In 2014, Nicholson published her first book, Tom Cruise: Anatomy of an Actor. When asked why she decided to write about Tom Cruise, she replied: "He's hiding in plain sight. Everybody knows who he is but no one really takes him as a serious actor. I really like taking someone that everybody thinks they know and making the argument that he's even more than we think." She was given two and a half months to write the book, in which she watched ten of Cruise's films and analyzed them to determine his growth as an actor. Her second book Extra Girls is scheduled to be released by Simon & Schuster.

===Podcast host===
In 2014, Nicholson began hosting the podcast series The Canon on Earwolf, alongside Devin Faraci. In October 2016, due to a sexual assault allegation made against Faraci, Nicholson and Earwolf mutually agreed to place the podcast on an indefinite hiatus.
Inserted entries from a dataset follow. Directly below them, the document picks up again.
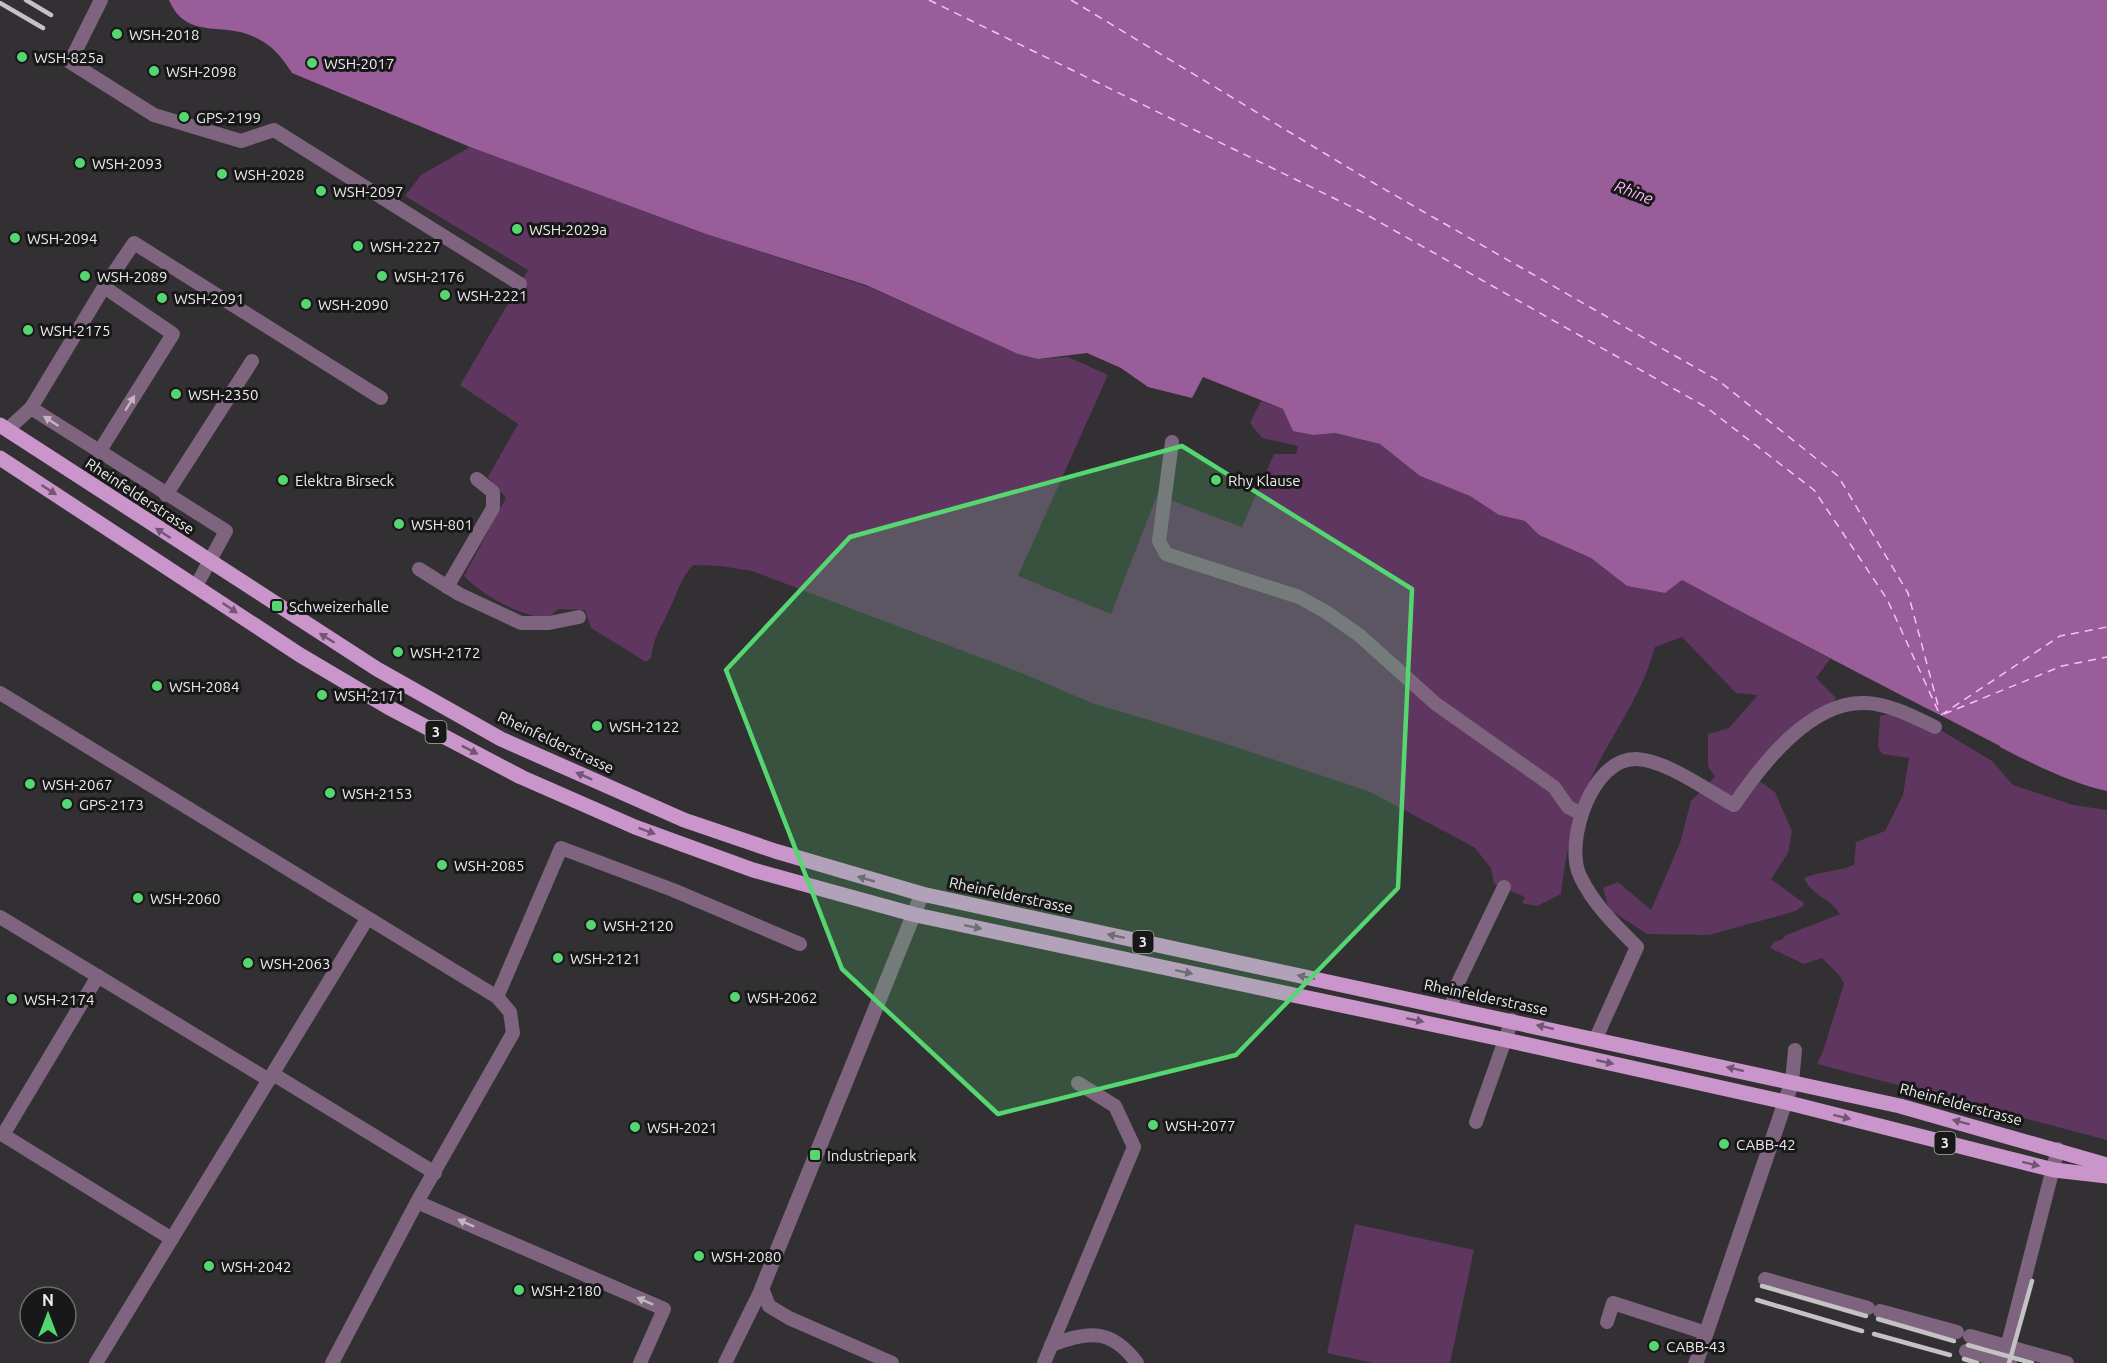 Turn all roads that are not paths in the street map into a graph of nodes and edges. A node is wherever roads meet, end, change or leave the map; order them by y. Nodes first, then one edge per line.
1 (101, 0) edge
2 (520, 284) dead end
3 (104, 287) junction
4 (252, 361) dead end
5 (381, 399) dead end
6 (31, 408) junction
7 (3, 427) edge
8 (1172, 442) dead end
9 (99, 452) junction
10 (0, 458) edge
11 (477, 479) dead end
12 (166, 495) junction
13 (209, 563) junction
14 (419, 569) dead end
15 (196, 586) junction
16 (447, 587) junction
17 (579, 617) dead end
18 (0, 693) edge
19 (1935, 727) dead end
20 (1580, 813) junction
21 (1504, 887) dead end
22 (922, 894) junction
23 (916, 915) junction
24 (367, 919) junction
25 (2, 924) edge
26 (800, 944) dead end
27 (98, 976) junction
28 (497, 997) junction
29 (1452, 1008) junction
30 (1512, 1020) junction
31 (1596, 1038) junction
32 (1506, 1040) junction
33 (1795, 1050) dead end
34 (271, 1077) junction
35 (1792, 1082) junction
36 (1078, 1083) dead end
37 (1785, 1102) junction
38 (1476, 1122) dead end
39 (2, 1134) edge
40 (2058, 1149) junction
41 (2107, 1165) edge
42 (2054, 1170) junction
43 (435, 1173) junction
44 (2107, 1176) edge
45 (417, 1202) junction
46 (172, 1239) junction
47 (1764, 1279) dead end
48 (762, 1288) junction
49 (1607, 1322) dead end
50 (1706, 1333) junction
51 (1051, 1345) junction
52 (2008, 1347) junction
53 (1966, 1351) dead end
54 (2006, 1362) edge
55 (96, 1363) edge
56 (332, 1363) edge
57 (640, 1363) edge
58 (725, 1363) edge
59 (892, 1363) edge
60 (1044, 1363) edge
61 (1137, 1363) edge
62 (1696, 1363) edge
63 (2067, 1363) edge

1 - 2 lane
3 - 5 lane
3 - 6 lane
9 -> 3 lane
4 - 12 lane
6 - 7 lane
9 -> 6 lane
13 -> 7 main road, Rheinfelderstrasse / 3
8 - 20 lane
9 - 12 lane
10 -> 15 main road, 3
11 - 16 lane
12 - 13 lane
13 - 15 lane
22 -> 13 main road, Rheinfelderstrasse / 3
14 - 16 lane
15 -> 23 main road, 3
16 - 17 lane
18 - 24 lane
19 - 20 lane
20 - 31 lane
21 - 29 lane
22 - 23 street
29 -> 22 main road, Rheinfelderstrasse / 3
23 -> 32 main road, 3
23 - 48 street
24 - 28 lane
24 - 34 lane
25 - 27 lane
26 - 28 lane
27 - 34 lane
27 - 39 lane
28 - 43 lane
29 - 30 main road, Rheinfelderstrasse / 3
31 -> 30 main road, Rheinfelderstrasse / 3
30 - 32 lane
35 -> 31 main road, Rheinfelderstrasse / 3
32 -> 37 main road, 3
32 - 38 lane
33 - 35 lane
34 - 43 lane
34 - 46 lane
35 - 37 street
40 -> 35 main road, Rheinfelderstrasse / 3
36 - 51 lane
37 -> 42 main road, 3
37 - 50 street
39 - 46 lane
40 - 41 main road, Rheinfelderstrasse / 3
40 - 42 lane
42 - 44 main road, 3
42 - 52 lane
43 - 45 lane
45 - 56 lane
57 -> 45 lane
46 - 55 lane
47 - 52 lane
48 - 58 lane
48 - 59 lane
49 - 50 lane
50 - 62 street
51 - 60 lane
51 - 61 lane
52 - 54 lane
52 - 63 lane
53 - 54 lane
In April 2017, The Canon returned from its hiatus but without Faraci. That same month, she invited actor Paul Scheer to discuss the 1984 film Ghostbusters. Scheer defended the film's artistic merits, in which Nicholson thoroughly enjoyed the conversation that she invited Scheer back to discuss The Room (2003) later that year. In 2018, she and Scheer launched their joint podcast Unspooled. The podcast debuted at number 1 on iTunes Film & TV podcast rankings and number 4 on the iTunes overall top chart.

==Publications==
- "Tom Cruise: Anatomy of an Actor" (2014)
- "Why Renée Zellweger's Face Matters" (2014)
- Nicholson, Amy (2018). "The Female Gaze: Essential Movies Made By Women"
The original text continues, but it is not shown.